Worker smuggles fake bomb past TWO checkpoints into the Olympic Park… just hours before stadium officially opens
A site worker took the dummy device into the Stratford stadium after he noticed security flaws
The fake Semtex device got through two checkpoints and was in full view of guards
It was wired like a bomb and had a ticking clock but still went unnoticed
By Pamela Owen
PUBLISHED: 10:06, 6 May 2012 | UPDATED: 10:19, 6 May 2012
A fake bomb smuggled into the Olympic Park stadium has exposed massive security flaws after the dummy device got through two checkpoints.
A site worker carrying the fake Semtex device was waved through by security staff as he carried it on the floor of his digger, only hours before the stadium officially opened.
The revelation will raise security fears after the construction worker was asked to take the ‘bomb’ into the stadium by The Sun on Sunday.
A military band plays during the official opening of the Olympic Stadium. Just hours before the ‘bomb’ had been smuggled through
The construction worker left the site in his digger and returned with the package. Wired like a bomb with a timer, guards on the site failed to notice it.
Once inside the park the man, whose identity has been protected, openly took photographs holding the package.

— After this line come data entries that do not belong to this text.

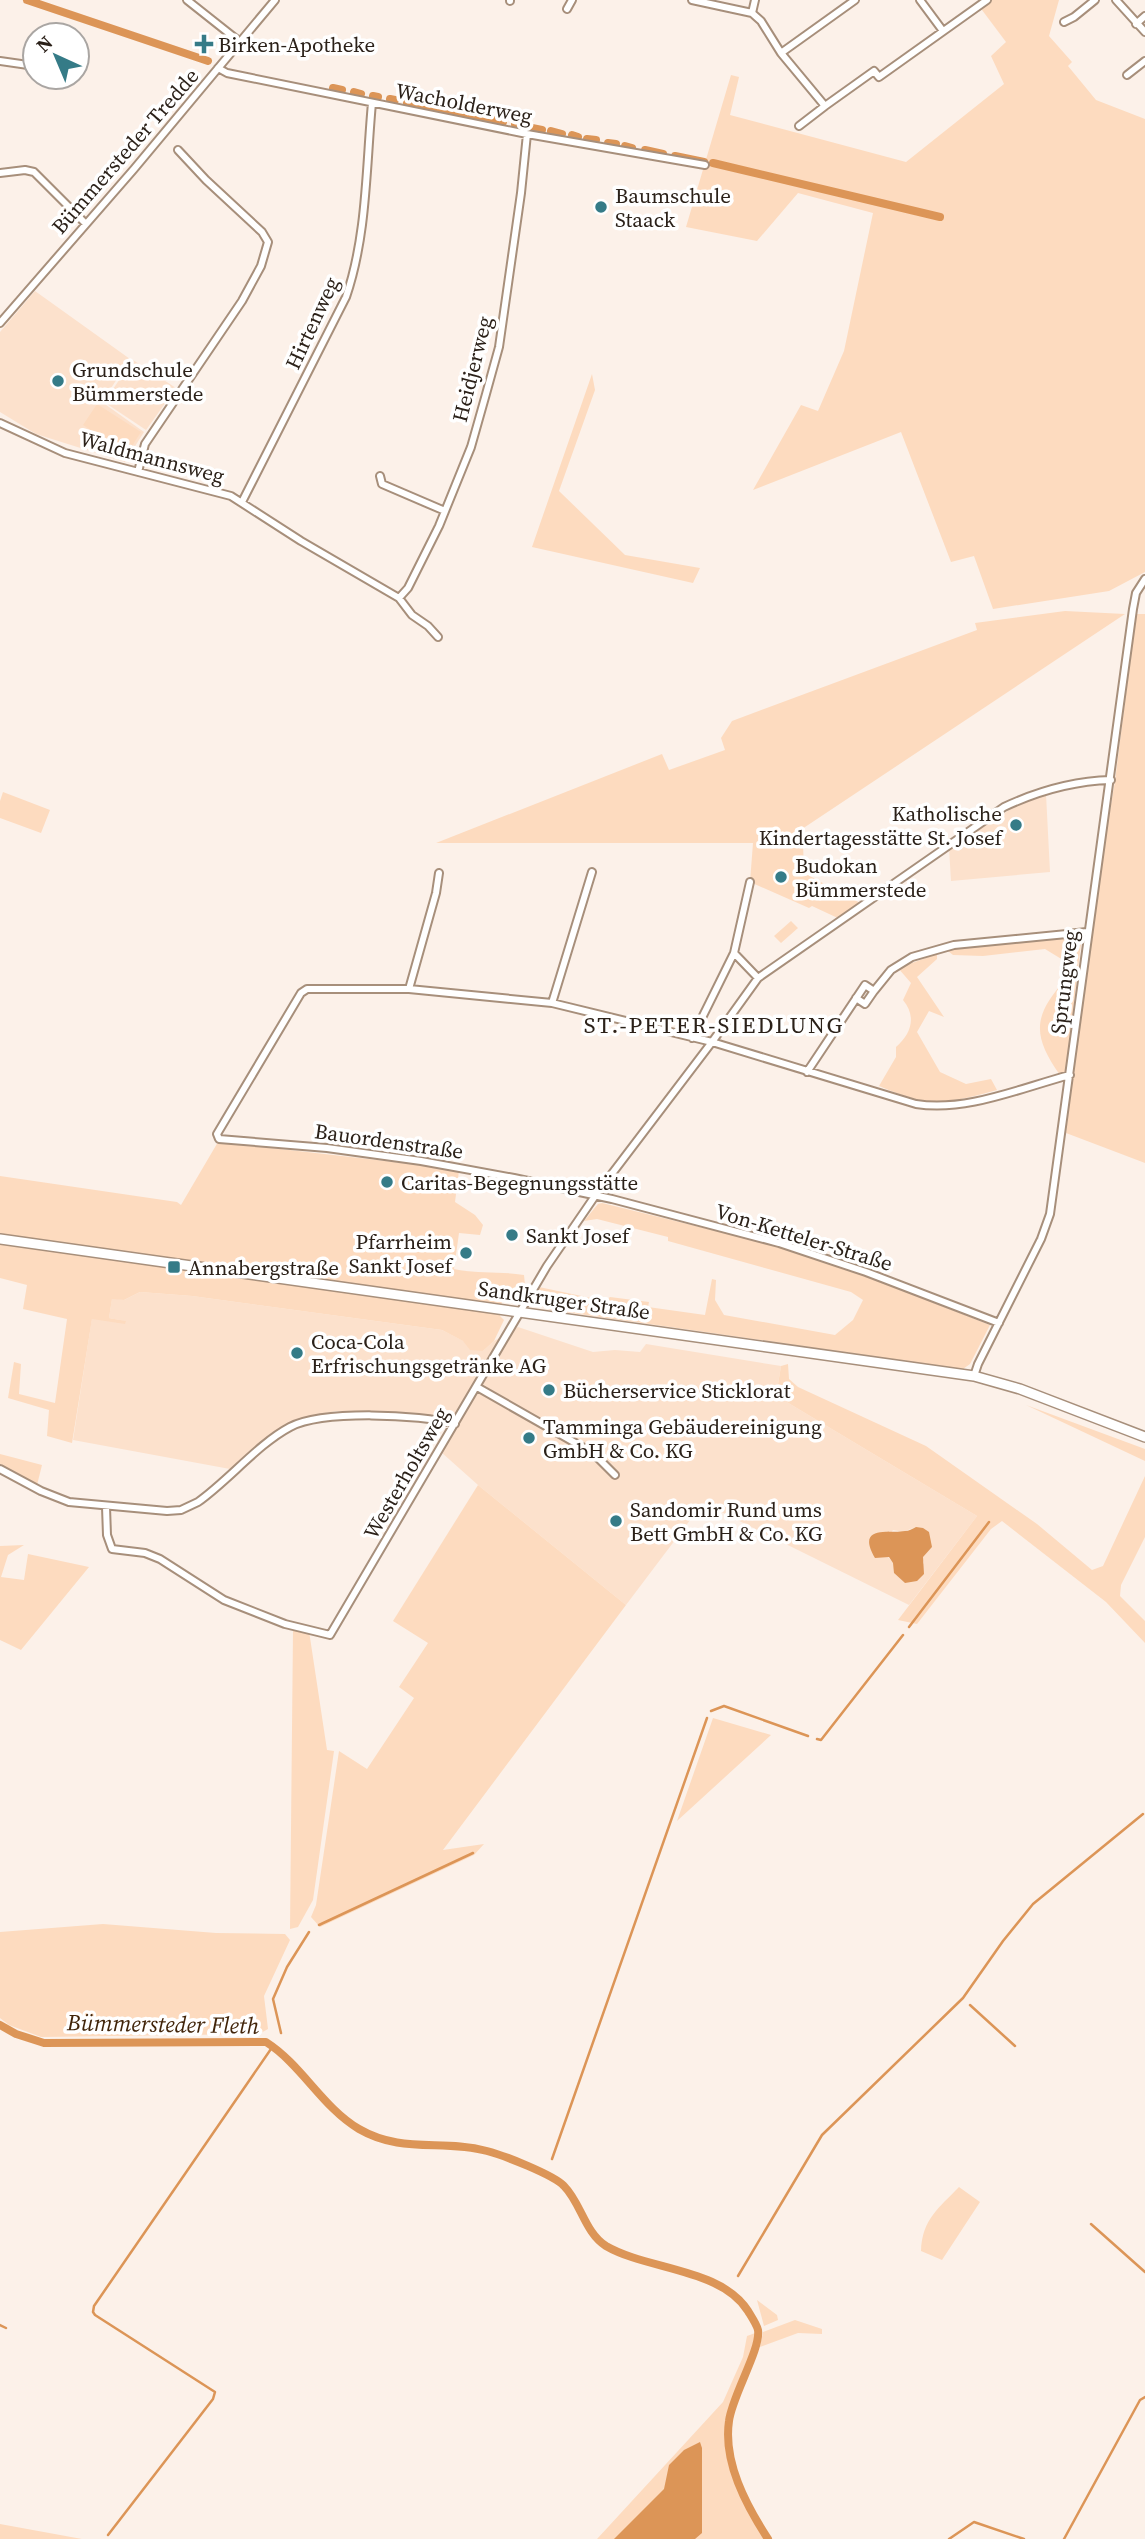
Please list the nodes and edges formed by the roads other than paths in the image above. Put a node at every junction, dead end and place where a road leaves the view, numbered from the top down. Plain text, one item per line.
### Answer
1 (187, 0) edge
2 (275, 0) edge
3 (572, 0) edge
4 (692, 0) edge
5 (755, 0) edge
6 (855, 0) edge
7 (920, 0) edge
8 (987, 0) edge
9 (1095, 0) edge
10 (1116, 0) edge
11 (567, 9) dead end
12 (752, 13) junction
13 (1145, 16) edge
14 (1063, 22) dead end
15 (1136, 24) junction
16 (943, 31) junction
17 (1145, 32) edge
18 (240, 42) junction
19 (781, 53) junction
20 (0, 61) edge
21 (1145, 61) edge
22 (21, 64) edge
23 (218, 68) junction
24 (1127, 75) dead end
25 (372, 103) junction
26 (825, 106) junction
27 (799, 126) dead end
28 (527, 134) junction
29 (178, 150) dead end
30 (705, 165) dead end
31 (0, 173) edge
32 (86, 224) junction
33 (0, 323) edge
34 (0, 423) edge
35 (138, 472) junction
36 (380, 476) dead end
37 (242, 502) junction
38 (445, 511) junction
39 (1145, 579) edge
40 (399, 597) junction
41 (438, 636) dead end
42 (1111, 780) junction
43 (592, 872) dead end
44 (439, 873) dead end
45 (750, 882) dead end
46 (1087, 932) junction
47 (734, 953) junction
48 (758, 978) junction
49 (409, 989) junction
50 (552, 1003) junction
51 (692, 1038) junction
52 (712, 1042) junction
53 (807, 1072) junction
54 (1070, 1075) junction
55 (595, 1196) junction
56 (0, 1239) edge
57 (520, 1311) junction
58 (999, 1323) junction
59 (974, 1376) junction
60 (477, 1387) junction
61 (455, 1424) junction
62 (1145, 1437) edge
63 (0, 1469) edge
64 (614, 1475) dead end
65 (106, 1507) junction

1 - 18 street
2 - 18 street, Bümmersteder Tredde
3 - 11 street
4 - 12 street
5 - 12 street
6 - 19 street
7 - 16 street
8 - 16 street
9 - 14 street
10 - 15 street
12 - 19 street
13 - 15 street
15 - 17 street
16 - 26 street
18 - 23 street, Bümmersteder Tredde
19 - 26 street
20 - 22 street
21 - 24 street
23 - 25 street, Wacholderweg
23 - 32 street, Bümmersteder Tredde
25 - 28 street, Wacholderweg
25 - 37 street, Hirtenweg
26 - 27 street
28 - 30 street, Wacholderweg
28 - 38 street, Heidjerweg
29 - 35 street
31 - 32 street
32 - 33 street, Bümmersteder Tredde
34 - 35 street, Waldmannsweg
35 - 37 street, Waldmannsweg
36 - 38 street
37 - 40 street, Waldmannsweg
38 - 40 street, Heidjerweg
39 - 42 street, Sprungweg
40 - 41 street, Waldmannsweg
42 - 46 street, Sprungweg
42 - 48 street, Westerholtsweg
43 - 50 street
44 - 49 street
45 - 47 street
46 - 53 street
46 - 54 street, Sprungweg
47 - 48 street
47 - 51 street
48 - 52 street, Westerholtsweg
49 - 50 street
49 - 55 street, Bauordenstraße
50 - 51 street
51 - 52 street
52 - 53 street
52 - 55 street, Westerholtsweg
53 - 54 street
54 - 58 street, Sprungweg
55 - 57 street, Westerholtsweg
55 - 58 street, Von-Ketteler-Straße
56 - 57 street, Sandkruger Straße
57 - 59 street, Sandkruger Straße
57 - 60 street, Westerholtsweg
58 - 59 street, Sprungweg
59 - 62 street, Sandkruger Straße
60 - 61 street, Westerholtsweg
60 - 64 street
61 - 65 street
61 - 65 street, Westerholtsweg
63 - 65 street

He took it to the athletes’ village and past the velodrome before posing with it for a photograph in front of the stadium.
The construction worker, who has been on the site for several years, said he is only ever searched once in the morning.
After that he is able to come and go from the grounds without being checked again.
He said he became worried about the lackadaisical approach towards security and decided to contact the newspaper so something could be done about it.
‘I can meet anyone on the outside without anyone knowing and bring anything inside without anyone checking.
‘If I had terrorist connections I could be bringing in explosives, chemicals, anything at all,’ he said to The Sun on Sunday.
The ‘bomb’ was made for under £25 and included three sheets of plasticine to resemble plastic explosive, copper wiring, a mobile phone, a nine volt battery and an alarm clock.
The pieces were all wired together, the clock was ticking and the components were all placed in a plastic container.
The worker then put the ‘bomb’ on the floor of his digger after he’d left the site. On his return to the stadium it was in full view of guards on the floor.
At the first checkpoint where cars are meant to be stopped and searched he was allowed to pass through.
The worker said he was concerned about security and wanted to ensure the Games were safe
Locog said they would be tightening up security now that the stadium was officially opened
The digger was also waved through the second check point where security barriers were already raised.
Here six security staff moved out of the way and continued their conversation as the digger carrying the bomb drove past.
The man, along with other staff, was properly vetted before he was given the job.
Tory MP and security expert Patrick Mercer said this was exactly the type of tactic used by the IRA in the past and added that he hoped some lessons had been learned from the exercise.
Spokeswoman for the London Organising Committee for the Olympic Games, Helen Holman, said that security would automatically be tightened now that stadium was officially opened.
‘Clearly a tupperware box containing batteries, a moblie phone and some loose wires would not pose a security threat on a construction site,’ she said.
‘However we will be looking into the allegations to ensure our security regimes are as robust as they need to be at this time.
‘As you would expect our security increases significantly the closer we get to the Games. The Park and the Village will be searched and sealed before it is locked down for Games time,’ she added.
In January a number of dummy runs were carried out by security staff who managed to smuggle at least one bomb into the site at Stratford.
It is believed the threat to the stadium is so severe the Army’s explosive search dogs will be recalled from Afghanistan.
Thousands of troops will also be called to assist police and private security firms to carry out searches on members of the public.